For each line below that includes the word "main", make a copy.

[RECORDED INFORMATION Boundary: Start]

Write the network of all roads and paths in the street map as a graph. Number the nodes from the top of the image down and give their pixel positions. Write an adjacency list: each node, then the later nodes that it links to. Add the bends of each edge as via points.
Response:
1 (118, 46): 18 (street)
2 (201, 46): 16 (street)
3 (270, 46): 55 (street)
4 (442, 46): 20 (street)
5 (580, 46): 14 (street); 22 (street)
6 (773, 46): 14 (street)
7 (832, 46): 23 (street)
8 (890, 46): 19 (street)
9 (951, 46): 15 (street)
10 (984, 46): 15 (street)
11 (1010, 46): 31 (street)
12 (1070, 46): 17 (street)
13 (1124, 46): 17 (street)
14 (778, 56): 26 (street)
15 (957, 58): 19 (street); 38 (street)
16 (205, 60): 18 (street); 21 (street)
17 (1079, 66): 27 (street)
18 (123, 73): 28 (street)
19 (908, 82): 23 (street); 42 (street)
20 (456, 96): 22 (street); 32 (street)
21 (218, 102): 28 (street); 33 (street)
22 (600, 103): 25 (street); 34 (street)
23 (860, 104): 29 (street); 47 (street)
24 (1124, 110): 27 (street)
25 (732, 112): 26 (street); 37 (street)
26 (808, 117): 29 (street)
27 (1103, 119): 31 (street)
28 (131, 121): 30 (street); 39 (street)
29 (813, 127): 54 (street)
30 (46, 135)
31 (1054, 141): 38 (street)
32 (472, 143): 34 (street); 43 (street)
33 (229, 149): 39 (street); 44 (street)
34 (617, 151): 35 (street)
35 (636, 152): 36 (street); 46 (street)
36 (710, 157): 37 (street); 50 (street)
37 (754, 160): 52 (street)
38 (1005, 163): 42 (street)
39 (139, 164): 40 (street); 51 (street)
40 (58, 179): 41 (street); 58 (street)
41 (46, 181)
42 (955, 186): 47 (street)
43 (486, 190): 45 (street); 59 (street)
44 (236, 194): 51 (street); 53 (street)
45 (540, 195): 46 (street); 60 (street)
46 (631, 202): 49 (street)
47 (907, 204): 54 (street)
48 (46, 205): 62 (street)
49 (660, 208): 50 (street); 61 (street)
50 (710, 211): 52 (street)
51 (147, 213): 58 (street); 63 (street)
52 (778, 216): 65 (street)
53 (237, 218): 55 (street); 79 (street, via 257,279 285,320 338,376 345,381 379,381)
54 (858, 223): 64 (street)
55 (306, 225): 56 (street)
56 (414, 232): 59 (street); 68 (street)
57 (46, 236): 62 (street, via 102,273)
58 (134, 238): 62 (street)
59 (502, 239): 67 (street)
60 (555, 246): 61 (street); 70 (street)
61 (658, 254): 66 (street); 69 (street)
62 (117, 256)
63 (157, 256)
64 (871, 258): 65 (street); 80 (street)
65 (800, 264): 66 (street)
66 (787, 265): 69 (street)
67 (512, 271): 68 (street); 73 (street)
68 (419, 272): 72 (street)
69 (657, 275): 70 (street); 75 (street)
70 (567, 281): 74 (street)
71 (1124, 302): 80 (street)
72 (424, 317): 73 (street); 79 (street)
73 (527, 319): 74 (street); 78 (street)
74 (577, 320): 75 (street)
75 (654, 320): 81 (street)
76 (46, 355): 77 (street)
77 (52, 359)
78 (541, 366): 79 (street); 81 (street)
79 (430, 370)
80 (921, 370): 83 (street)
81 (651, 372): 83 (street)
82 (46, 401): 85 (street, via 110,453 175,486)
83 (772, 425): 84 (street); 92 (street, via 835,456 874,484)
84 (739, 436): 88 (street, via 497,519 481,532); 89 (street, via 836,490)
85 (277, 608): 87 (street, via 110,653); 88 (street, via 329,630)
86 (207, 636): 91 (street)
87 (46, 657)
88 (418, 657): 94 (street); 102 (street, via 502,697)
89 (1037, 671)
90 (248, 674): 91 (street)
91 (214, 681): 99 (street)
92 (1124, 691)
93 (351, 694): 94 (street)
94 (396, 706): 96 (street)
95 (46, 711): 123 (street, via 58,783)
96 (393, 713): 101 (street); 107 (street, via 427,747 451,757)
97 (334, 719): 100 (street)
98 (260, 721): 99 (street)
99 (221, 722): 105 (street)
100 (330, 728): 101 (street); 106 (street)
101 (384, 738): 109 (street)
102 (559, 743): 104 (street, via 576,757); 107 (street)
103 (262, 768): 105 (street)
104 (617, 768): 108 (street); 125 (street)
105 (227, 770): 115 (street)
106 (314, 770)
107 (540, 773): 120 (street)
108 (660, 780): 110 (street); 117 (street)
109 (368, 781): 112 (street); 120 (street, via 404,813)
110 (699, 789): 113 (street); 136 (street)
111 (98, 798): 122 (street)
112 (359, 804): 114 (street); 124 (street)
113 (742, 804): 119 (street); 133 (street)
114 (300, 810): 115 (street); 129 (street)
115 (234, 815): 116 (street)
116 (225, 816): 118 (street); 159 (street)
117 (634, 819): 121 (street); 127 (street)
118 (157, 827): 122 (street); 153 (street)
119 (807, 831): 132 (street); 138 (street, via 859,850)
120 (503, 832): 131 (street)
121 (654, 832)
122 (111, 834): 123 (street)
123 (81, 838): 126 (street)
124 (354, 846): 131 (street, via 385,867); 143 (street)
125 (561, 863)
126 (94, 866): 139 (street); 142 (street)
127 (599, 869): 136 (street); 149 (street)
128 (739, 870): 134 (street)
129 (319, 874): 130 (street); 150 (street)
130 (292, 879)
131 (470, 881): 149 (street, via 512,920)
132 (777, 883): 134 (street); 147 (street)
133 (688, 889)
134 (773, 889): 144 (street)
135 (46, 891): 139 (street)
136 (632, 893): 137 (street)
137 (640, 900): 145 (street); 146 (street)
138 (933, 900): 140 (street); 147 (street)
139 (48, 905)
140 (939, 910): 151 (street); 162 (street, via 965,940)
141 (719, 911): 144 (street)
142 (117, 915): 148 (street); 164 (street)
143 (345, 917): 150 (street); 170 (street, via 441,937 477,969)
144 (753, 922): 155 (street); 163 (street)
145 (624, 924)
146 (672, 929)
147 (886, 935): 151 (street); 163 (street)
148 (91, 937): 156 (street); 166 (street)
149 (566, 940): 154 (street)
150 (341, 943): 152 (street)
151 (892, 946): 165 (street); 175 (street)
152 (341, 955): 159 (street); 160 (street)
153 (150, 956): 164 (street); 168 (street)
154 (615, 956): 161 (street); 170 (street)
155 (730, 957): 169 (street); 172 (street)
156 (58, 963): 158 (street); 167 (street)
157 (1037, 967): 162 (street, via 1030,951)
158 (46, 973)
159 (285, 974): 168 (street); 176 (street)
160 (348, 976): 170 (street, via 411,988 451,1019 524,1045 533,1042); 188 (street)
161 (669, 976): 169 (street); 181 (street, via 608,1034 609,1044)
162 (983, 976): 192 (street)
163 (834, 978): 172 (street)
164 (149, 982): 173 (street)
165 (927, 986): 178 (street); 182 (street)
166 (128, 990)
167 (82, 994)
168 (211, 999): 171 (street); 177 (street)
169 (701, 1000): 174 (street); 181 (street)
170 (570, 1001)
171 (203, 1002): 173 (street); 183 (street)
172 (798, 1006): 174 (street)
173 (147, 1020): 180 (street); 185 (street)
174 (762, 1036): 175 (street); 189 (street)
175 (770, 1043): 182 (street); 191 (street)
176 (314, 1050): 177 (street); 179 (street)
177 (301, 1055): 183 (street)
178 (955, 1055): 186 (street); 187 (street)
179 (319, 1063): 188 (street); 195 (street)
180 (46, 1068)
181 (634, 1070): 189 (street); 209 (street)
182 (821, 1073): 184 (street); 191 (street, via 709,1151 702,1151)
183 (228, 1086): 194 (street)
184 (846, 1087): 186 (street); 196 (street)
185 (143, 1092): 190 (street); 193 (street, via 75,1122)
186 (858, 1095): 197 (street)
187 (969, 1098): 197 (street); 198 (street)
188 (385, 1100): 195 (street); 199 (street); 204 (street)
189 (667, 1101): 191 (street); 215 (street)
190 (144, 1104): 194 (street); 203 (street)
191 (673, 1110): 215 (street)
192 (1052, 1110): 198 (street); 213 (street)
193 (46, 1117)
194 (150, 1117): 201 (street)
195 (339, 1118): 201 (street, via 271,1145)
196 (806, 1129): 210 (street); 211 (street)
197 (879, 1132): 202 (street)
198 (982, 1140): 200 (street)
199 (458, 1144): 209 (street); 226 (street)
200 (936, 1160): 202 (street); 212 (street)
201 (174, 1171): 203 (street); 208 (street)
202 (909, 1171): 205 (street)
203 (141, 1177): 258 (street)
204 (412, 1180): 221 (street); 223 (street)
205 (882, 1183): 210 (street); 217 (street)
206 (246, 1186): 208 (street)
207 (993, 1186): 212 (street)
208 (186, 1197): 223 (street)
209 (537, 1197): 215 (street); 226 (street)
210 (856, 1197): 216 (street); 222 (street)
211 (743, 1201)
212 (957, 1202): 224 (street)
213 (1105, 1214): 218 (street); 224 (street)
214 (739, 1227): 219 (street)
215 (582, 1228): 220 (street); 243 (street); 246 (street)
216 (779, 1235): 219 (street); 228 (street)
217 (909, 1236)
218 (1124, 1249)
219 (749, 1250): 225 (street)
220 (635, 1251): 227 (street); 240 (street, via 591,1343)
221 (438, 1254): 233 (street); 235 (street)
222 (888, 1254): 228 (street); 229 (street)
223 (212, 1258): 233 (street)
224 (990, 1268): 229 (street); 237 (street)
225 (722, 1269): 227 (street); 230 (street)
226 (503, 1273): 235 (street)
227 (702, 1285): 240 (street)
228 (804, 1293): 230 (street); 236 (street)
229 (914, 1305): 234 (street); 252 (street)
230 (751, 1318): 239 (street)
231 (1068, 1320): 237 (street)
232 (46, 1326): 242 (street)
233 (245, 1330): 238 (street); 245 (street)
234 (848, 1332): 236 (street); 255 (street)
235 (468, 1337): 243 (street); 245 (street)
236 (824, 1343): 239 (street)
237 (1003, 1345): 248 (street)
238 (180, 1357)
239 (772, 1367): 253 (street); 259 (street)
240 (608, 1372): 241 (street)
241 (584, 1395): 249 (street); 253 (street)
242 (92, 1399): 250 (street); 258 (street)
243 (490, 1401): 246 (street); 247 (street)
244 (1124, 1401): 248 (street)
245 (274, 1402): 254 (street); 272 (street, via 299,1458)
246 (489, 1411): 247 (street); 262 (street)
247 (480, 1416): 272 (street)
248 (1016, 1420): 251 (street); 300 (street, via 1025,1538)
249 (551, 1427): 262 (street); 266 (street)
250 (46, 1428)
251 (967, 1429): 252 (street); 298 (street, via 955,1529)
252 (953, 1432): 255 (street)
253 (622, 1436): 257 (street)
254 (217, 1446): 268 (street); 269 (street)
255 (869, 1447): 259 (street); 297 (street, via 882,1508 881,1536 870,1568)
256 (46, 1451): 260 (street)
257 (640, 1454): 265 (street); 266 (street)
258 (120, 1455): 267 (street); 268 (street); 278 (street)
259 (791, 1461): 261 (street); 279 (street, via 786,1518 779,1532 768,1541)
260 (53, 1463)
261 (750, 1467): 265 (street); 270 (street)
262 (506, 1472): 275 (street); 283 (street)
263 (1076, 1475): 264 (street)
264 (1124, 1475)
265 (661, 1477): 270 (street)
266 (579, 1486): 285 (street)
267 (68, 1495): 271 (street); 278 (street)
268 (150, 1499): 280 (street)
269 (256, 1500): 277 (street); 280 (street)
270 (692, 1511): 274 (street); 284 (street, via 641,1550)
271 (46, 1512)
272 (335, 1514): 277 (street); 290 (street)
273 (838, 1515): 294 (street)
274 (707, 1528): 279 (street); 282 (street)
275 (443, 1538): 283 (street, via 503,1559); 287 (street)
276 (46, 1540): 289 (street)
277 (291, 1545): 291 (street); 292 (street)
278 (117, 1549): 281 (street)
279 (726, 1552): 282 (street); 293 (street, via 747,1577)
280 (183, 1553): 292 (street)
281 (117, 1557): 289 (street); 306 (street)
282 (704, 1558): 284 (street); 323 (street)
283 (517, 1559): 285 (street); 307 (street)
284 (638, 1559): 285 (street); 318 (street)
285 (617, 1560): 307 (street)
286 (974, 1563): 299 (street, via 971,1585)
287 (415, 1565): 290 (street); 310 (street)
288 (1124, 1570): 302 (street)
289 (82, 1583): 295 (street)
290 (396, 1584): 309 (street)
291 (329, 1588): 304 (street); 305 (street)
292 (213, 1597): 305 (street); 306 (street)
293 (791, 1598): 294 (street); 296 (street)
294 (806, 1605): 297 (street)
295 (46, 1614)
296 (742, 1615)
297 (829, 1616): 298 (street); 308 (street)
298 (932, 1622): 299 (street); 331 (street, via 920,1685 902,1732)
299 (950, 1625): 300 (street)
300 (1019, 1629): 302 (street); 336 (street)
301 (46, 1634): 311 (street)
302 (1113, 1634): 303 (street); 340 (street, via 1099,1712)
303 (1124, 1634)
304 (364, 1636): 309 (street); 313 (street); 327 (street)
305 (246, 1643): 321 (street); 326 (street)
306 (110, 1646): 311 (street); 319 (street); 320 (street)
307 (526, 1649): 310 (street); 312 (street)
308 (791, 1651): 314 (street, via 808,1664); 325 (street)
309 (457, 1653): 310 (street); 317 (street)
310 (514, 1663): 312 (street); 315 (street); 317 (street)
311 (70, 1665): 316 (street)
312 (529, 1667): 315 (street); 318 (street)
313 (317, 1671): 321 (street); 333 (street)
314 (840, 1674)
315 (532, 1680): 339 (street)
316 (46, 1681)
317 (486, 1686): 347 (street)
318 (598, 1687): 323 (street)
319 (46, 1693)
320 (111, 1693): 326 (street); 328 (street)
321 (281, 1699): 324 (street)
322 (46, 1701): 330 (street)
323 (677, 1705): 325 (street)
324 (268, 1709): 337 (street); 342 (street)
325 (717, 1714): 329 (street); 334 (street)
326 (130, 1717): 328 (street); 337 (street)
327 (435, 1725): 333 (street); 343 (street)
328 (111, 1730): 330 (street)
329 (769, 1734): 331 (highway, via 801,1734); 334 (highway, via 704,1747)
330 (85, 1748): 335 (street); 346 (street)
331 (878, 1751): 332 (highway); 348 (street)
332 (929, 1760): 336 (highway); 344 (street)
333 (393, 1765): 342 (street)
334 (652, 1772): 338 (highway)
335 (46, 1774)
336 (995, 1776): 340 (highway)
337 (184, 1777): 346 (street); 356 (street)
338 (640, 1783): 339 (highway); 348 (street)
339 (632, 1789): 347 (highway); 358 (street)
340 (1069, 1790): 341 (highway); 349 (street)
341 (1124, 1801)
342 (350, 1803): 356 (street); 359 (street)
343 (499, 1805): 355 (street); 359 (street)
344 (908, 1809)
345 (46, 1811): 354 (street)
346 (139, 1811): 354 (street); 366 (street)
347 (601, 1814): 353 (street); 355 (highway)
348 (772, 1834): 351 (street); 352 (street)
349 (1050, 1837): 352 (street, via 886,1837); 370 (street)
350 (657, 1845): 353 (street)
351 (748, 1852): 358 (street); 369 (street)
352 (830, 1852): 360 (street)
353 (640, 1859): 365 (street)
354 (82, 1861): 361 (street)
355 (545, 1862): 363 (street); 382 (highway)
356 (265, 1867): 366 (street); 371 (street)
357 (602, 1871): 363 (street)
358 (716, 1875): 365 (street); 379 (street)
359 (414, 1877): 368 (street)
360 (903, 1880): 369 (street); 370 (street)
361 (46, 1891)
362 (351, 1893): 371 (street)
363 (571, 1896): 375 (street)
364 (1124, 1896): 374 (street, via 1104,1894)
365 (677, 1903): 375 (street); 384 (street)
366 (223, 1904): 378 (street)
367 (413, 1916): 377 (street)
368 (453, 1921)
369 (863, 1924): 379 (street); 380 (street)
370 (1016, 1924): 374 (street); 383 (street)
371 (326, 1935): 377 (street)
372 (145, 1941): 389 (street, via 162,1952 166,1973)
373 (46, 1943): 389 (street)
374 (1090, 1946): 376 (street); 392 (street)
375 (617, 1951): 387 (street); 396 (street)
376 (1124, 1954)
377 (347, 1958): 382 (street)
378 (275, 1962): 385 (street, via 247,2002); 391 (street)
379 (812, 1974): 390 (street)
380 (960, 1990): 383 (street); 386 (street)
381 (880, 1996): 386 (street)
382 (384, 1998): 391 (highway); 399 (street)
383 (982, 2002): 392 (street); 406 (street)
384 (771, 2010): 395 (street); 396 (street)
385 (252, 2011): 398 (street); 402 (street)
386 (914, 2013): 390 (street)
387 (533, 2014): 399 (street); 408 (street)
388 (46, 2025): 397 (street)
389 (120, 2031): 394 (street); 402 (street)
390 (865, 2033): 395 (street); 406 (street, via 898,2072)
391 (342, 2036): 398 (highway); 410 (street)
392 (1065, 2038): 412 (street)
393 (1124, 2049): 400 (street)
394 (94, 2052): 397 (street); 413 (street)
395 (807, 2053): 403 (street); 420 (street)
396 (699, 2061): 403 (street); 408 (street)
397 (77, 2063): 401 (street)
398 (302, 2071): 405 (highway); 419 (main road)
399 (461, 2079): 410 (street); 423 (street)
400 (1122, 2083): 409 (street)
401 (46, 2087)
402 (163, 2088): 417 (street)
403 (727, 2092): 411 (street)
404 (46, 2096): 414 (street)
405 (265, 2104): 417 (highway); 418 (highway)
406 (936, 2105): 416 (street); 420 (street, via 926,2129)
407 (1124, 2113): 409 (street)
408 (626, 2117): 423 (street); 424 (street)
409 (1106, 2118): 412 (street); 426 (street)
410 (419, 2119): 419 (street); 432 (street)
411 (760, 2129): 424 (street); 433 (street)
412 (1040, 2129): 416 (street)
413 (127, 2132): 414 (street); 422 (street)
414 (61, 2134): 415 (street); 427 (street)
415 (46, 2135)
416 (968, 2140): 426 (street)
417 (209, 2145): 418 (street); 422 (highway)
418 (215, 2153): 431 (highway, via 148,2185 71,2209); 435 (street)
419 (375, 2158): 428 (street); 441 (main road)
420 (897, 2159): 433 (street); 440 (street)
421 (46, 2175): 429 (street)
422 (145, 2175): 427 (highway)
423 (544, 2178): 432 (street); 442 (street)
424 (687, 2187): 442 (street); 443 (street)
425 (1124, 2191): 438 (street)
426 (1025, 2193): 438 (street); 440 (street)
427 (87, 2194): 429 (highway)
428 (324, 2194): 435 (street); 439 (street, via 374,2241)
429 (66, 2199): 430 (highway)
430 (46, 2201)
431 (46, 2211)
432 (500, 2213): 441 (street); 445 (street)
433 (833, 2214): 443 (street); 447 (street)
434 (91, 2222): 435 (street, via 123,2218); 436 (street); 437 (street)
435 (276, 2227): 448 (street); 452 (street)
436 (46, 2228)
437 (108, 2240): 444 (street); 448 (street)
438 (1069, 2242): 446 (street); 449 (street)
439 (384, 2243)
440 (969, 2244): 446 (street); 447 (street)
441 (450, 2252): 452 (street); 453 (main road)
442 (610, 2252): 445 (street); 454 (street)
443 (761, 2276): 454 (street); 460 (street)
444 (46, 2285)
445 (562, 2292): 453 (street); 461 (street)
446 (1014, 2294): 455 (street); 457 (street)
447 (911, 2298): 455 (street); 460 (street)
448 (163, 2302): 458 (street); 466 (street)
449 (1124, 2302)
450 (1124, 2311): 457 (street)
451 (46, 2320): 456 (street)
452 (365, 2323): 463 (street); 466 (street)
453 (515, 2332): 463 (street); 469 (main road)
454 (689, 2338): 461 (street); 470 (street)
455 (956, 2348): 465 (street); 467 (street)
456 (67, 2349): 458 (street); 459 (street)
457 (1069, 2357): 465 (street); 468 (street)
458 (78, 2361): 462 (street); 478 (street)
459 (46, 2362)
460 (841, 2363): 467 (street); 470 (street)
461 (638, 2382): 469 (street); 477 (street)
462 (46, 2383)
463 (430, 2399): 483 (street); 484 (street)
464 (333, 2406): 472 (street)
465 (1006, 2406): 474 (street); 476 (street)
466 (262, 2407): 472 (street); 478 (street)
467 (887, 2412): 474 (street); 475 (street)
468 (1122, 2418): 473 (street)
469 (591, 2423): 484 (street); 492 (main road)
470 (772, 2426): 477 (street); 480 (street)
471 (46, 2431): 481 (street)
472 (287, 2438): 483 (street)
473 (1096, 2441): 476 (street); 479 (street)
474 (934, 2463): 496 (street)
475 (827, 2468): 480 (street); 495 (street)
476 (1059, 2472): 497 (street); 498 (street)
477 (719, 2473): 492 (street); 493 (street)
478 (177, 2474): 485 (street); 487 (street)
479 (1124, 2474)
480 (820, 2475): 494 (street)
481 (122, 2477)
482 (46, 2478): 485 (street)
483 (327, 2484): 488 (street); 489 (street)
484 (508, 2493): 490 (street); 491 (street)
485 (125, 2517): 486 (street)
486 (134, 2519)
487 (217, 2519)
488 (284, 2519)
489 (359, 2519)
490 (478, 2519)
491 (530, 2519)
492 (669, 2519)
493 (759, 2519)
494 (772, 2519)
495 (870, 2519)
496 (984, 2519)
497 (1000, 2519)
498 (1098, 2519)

[RECORDED INFORMATION Boundary: End]

ANSWER BOX -
398 (302, 2071): 405 (highway); 419 (main road)
419 (375, 2158): 428 (street); 441 (main road)
441 (450, 2252): 452 (street); 453 (main road)
453 (515, 2332): 463 (street); 469 (main road)
469 (591, 2423): 484 (street); 492 (main road)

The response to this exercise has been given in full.